Short answer, the Blender tool for 3D modelling & rendering is beginner friendly (or at least as much as any 3D tool can be), but maybe not in the way that you think!
Any 3D package will require a relatively high learning curve. However, there are other factors to consider over and above how to “use” the software. For example, the individual will also require an understand of 3D space to know instinctively how to get started with the modelling process and what features to use and in what order.
In short, it is not only about how easy the user interface is, but whether the user has an understand of 3D space… and that’s not down to the software, that’s dependant on you!

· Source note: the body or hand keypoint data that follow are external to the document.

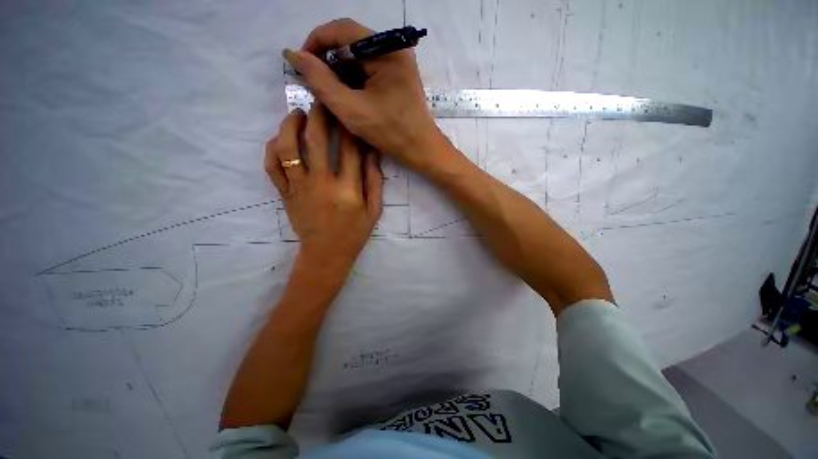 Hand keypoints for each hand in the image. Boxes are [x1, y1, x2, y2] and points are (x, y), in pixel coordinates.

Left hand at [265, 103, 383, 272]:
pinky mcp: (285, 194)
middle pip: (316, 140)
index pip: (349, 148)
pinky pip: (272, 167)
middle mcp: (321, 184)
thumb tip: (373, 153)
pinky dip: (272, 149)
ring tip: (298, 115)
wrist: (327, 253)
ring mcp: (299, 188)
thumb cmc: (355, 233)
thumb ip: (375, 182)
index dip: (349, 126)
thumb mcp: (374, 210)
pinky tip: (280, 139)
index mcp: (348, 189)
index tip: (349, 111)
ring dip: (291, 126)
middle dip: (319, 115)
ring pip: (288, 148)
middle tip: (322, 100)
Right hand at [283, 18, 448, 171]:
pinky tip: (345, 97)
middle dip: (328, 63)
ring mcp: (397, 64)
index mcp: (387, 49)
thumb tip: (294, 55)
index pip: (342, 30)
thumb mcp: (351, 109)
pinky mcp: (397, 78)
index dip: (316, 42)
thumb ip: (321, 81)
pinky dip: (353, 83)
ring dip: (339, 74)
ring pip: (358, 60)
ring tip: (327, 93)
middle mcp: (393, 50)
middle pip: (350, 45)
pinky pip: (368, 72)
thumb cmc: (390, 132)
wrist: (420, 149)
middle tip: (313, 83)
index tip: (300, 63) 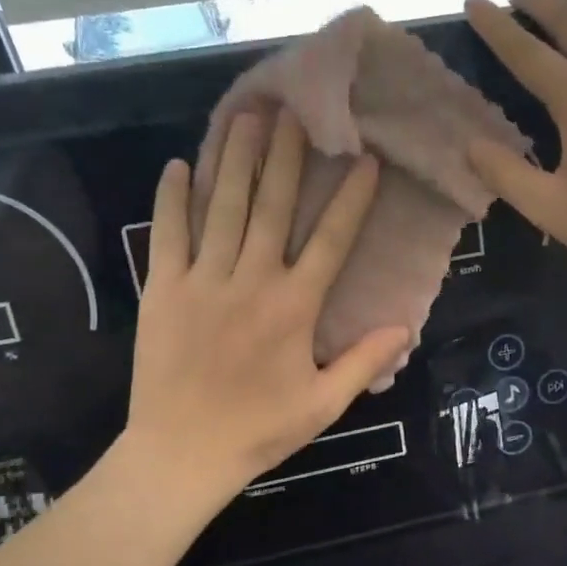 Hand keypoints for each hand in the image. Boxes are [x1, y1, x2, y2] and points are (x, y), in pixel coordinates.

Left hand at [125, 111, 410, 502]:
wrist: (181, 454)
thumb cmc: (258, 430)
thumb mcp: (323, 405)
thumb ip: (364, 361)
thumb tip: (405, 325)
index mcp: (294, 307)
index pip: (331, 239)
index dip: (350, 198)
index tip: (365, 160)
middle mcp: (251, 281)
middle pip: (272, 206)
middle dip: (287, 156)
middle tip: (295, 111)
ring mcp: (202, 281)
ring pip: (222, 208)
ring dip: (235, 160)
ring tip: (247, 118)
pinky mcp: (161, 290)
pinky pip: (167, 235)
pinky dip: (172, 199)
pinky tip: (177, 165) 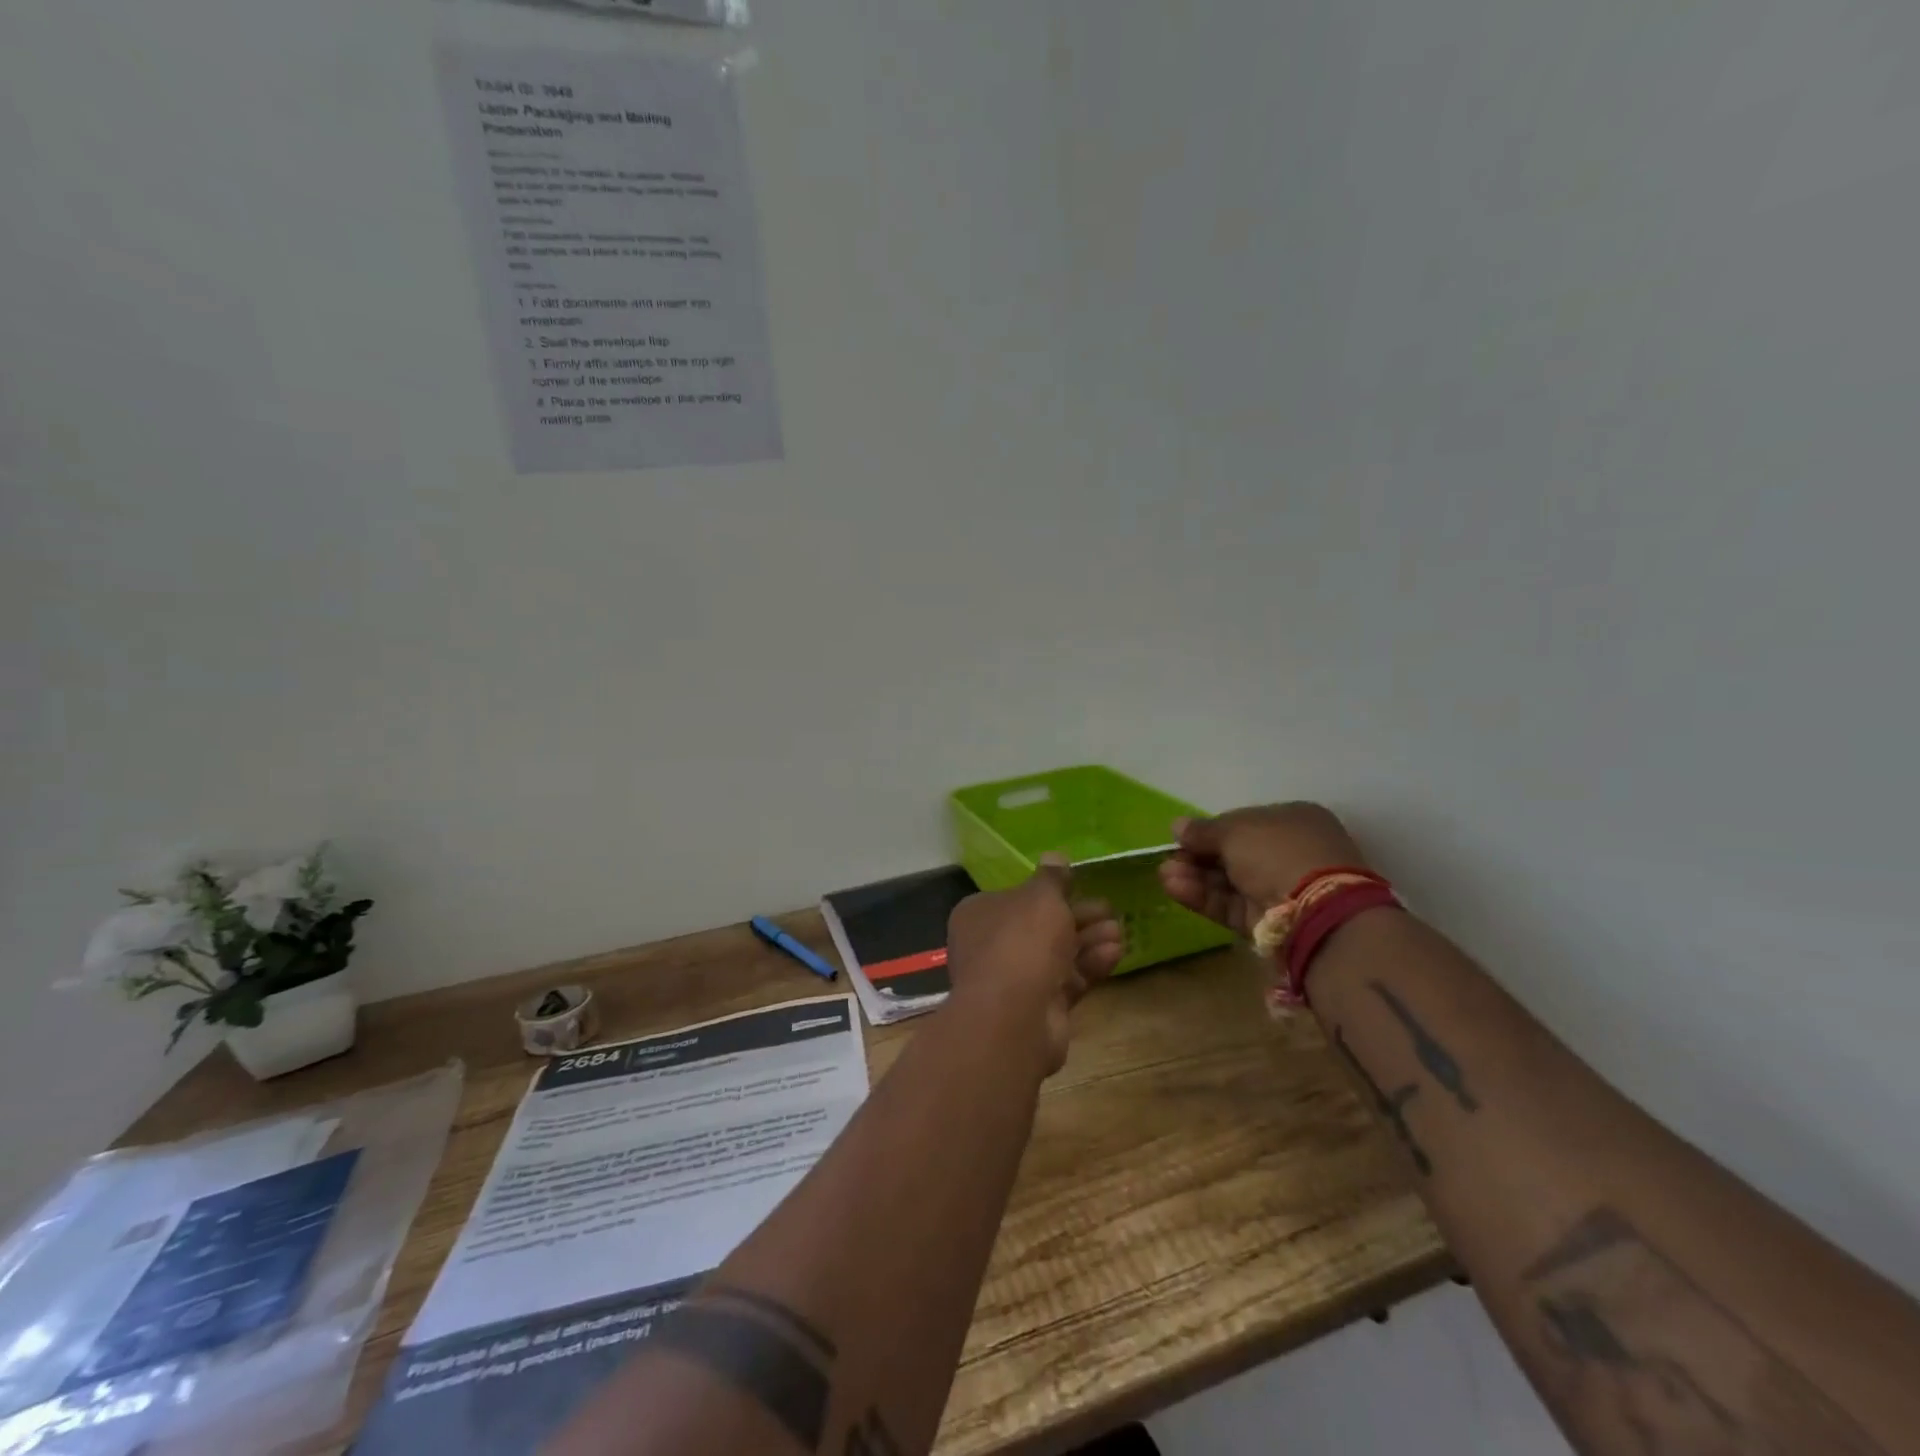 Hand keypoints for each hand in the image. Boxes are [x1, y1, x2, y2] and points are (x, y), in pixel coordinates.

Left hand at [946, 858, 1124, 1074]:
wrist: (1014, 1016)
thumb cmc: (1021, 941)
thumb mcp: (1041, 897)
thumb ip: (1052, 878)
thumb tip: (1054, 856)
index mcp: (979, 914)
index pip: (1015, 897)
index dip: (1047, 892)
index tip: (1078, 886)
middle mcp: (991, 946)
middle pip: (1040, 926)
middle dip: (1077, 917)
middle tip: (1109, 909)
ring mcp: (1013, 980)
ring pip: (1056, 954)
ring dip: (1088, 940)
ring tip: (1119, 930)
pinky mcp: (1038, 1008)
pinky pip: (1066, 980)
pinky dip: (1089, 966)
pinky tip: (1115, 953)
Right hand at [1158, 802, 1368, 935]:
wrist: (1314, 910)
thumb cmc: (1277, 851)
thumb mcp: (1235, 830)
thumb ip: (1203, 830)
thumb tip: (1177, 826)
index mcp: (1293, 821)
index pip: (1244, 823)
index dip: (1211, 829)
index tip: (1184, 836)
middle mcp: (1288, 853)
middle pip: (1232, 854)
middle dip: (1198, 856)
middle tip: (1169, 858)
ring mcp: (1279, 889)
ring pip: (1228, 881)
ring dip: (1194, 876)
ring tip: (1164, 875)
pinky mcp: (1267, 921)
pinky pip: (1230, 904)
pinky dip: (1202, 896)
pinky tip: (1174, 888)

However, Blender is Open Source and completely free to download and use. It’s fully integrated with features that are comparable (and in some cases better) to industry standard equivalents. In my personal opinion if you are a beginner, you are going to struggle what every tool you use.

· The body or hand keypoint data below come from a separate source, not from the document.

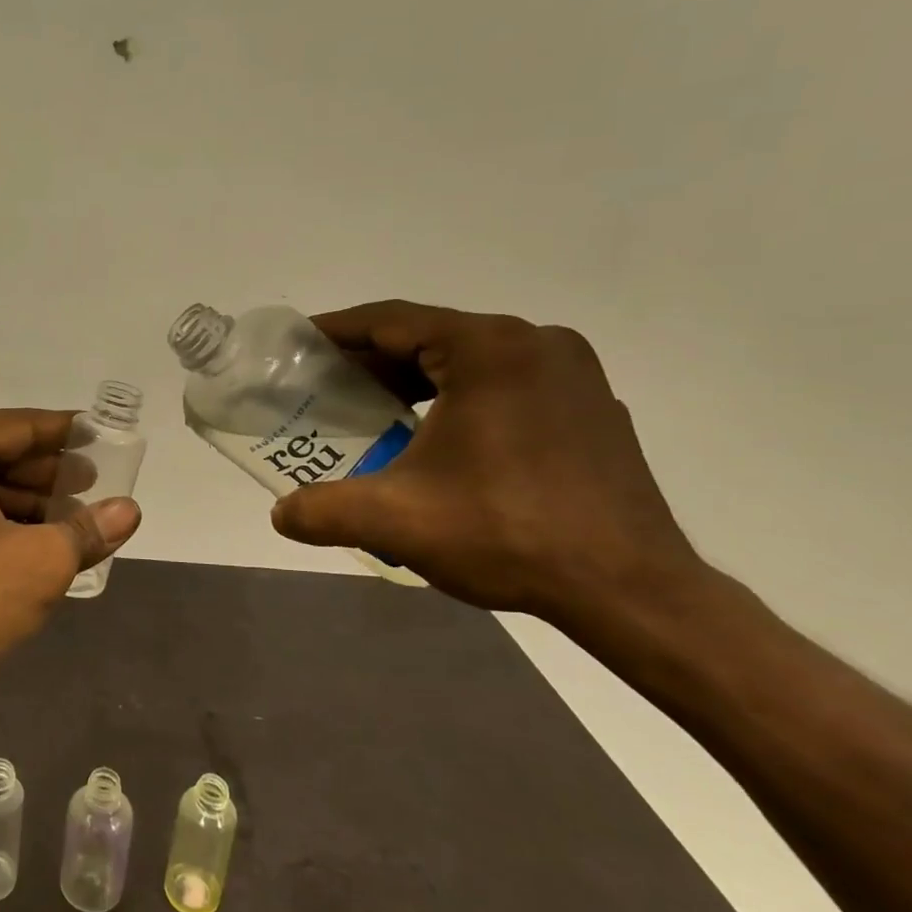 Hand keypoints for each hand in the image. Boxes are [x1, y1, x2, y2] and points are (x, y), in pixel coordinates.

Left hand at [0, 409, 142, 709]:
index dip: (65, 432)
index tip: (103, 435)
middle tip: (97, 482)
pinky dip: (0, 521)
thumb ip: (88, 530)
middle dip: (48, 473)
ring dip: (28, 501)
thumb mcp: (39, 562)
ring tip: (78, 517)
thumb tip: (130, 510)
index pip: (15, 427)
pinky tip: (40, 539)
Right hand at [270, 301, 703, 628]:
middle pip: (431, 336)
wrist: (631, 591)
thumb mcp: (395, 520)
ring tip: (374, 410)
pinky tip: (437, 437)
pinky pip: (506, 383)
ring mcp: (572, 374)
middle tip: (326, 386)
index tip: (298, 344)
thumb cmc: (507, 534)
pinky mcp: (590, 407)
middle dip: (373, 359)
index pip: (392, 321)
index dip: (336, 330)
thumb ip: (322, 510)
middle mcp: (535, 344)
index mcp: (489, 349)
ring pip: (469, 360)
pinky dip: (460, 397)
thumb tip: (280, 516)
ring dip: (416, 379) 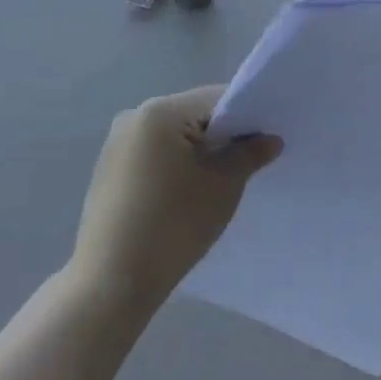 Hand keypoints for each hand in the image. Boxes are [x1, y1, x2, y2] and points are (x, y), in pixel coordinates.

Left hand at [68, 86, 280, 318]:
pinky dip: (177, 165)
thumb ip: (250, 154)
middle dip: (224, 135)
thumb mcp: (224, 185)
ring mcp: (117, 143)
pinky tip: (188, 194)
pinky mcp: (110, 169)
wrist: (113, 280)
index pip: (217, 99)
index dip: (248, 116)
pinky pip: (155, 154)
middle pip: (195, 115)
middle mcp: (134, 117)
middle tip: (251, 162)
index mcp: (160, 111)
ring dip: (200, 151)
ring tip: (220, 182)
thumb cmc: (174, 224)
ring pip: (175, 136)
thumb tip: (270, 139)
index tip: (268, 140) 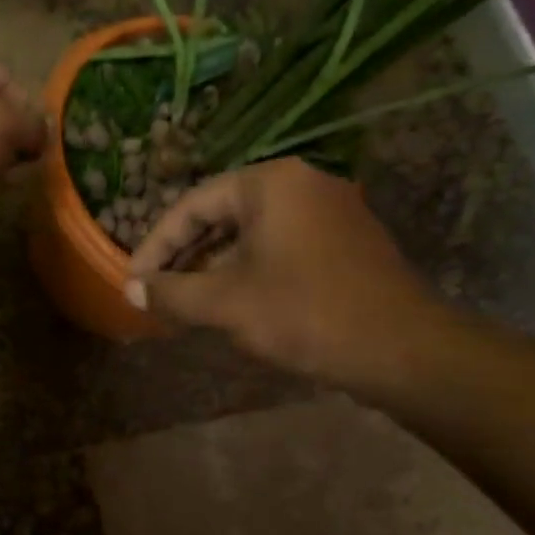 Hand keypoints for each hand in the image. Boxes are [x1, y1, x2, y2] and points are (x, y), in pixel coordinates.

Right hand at [124, 158, 446, 383]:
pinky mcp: (343, 241)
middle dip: (183, 255)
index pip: (193, 205)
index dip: (155, 245)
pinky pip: (278, 246)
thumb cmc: (305, 313)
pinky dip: (246, 269)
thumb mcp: (225, 303)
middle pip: (221, 215)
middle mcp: (301, 184)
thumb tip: (130, 290)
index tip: (133, 278)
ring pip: (250, 233)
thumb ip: (171, 292)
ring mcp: (328, 211)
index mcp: (271, 183)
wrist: (403, 351)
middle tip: (154, 289)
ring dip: (212, 266)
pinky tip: (227, 301)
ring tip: (183, 300)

So why not get familiar with a free tool to see how you “feel” about it, and as you get better at modelling, texturing and rendering you can asses whether you want to move onto other tools and whether to cost is worth it. Consequently, if 3D modelling is not for you, then you’ve lost nothing but a bit of time.
What Others Say About Blender As A Starter Tool
I understand the above is very much based on opinion, so I thought it would be interesting to see what others said about Blender and whether it is a beginner friendly package.
Here we look at a reddit threat (r/blender) started by rushingtonpost on this very subject, let’s see how people respond.
The first responder states that even though they only have used it for 1.5 months and that the tool does have an initial high learning curve, it is completely doable for complete beginners to learn and use Blender.
They then recommend watching Youtube videos by Blender Guru (formed by Andrew Price) mentioning the order of two specific videos that should be followed to improve the rate of Blender learning.
And finally, it’s recommended not to get overwhelmed and that learning the program does take time, but is very possible.
The second person to respond makes a good point, and one that I’ve already touched on and agree with.
The advice given is that it does not matter which package is chosen. They all require a learning curve and that patience is paramount to succeeding! Start working on tutorials at least as a starting point and wait until you are comfortable with the basics before trying to experiment.
I think what is being said, if you are to experiment with the tool too soon, you are likely going to waste valuable time on learning. So learn the basics through the help of tutorials first and then experiment away.
This next piece of advice really hits home. I remember when I was working on my own projects and a great deal of time was spent on them. Some of them came out decently for a beginner, but you could tell they were not quite right.
I ended up holding on to them, as subconsciously did not want to let go of them because of the time spent on them. As a result, I was too scared to improve the existing model in case I messed up, and feared starting again because of the time it took.
Ultimately, this resulted in being in limbo and seriously stunted progress… it is amazing what the subconscious mind can do… do not get too attached with projects that you know haven’t been successful!
Author’s Final Thoughts
Really, this is a no brainer, Blender is a free tool.
If you feel you might be interested in 3D but are not sure, then why not download it and give it a whirl.
As already stated, any beginner will find 3D modelling hard to start with, it really depends on whether you are prepared to sacrifice your time to learn!?
Essentially, if you struggle with Blender, you will likely struggle with other 3D packages too!
You’ve got nothing to lose, it’s FREE!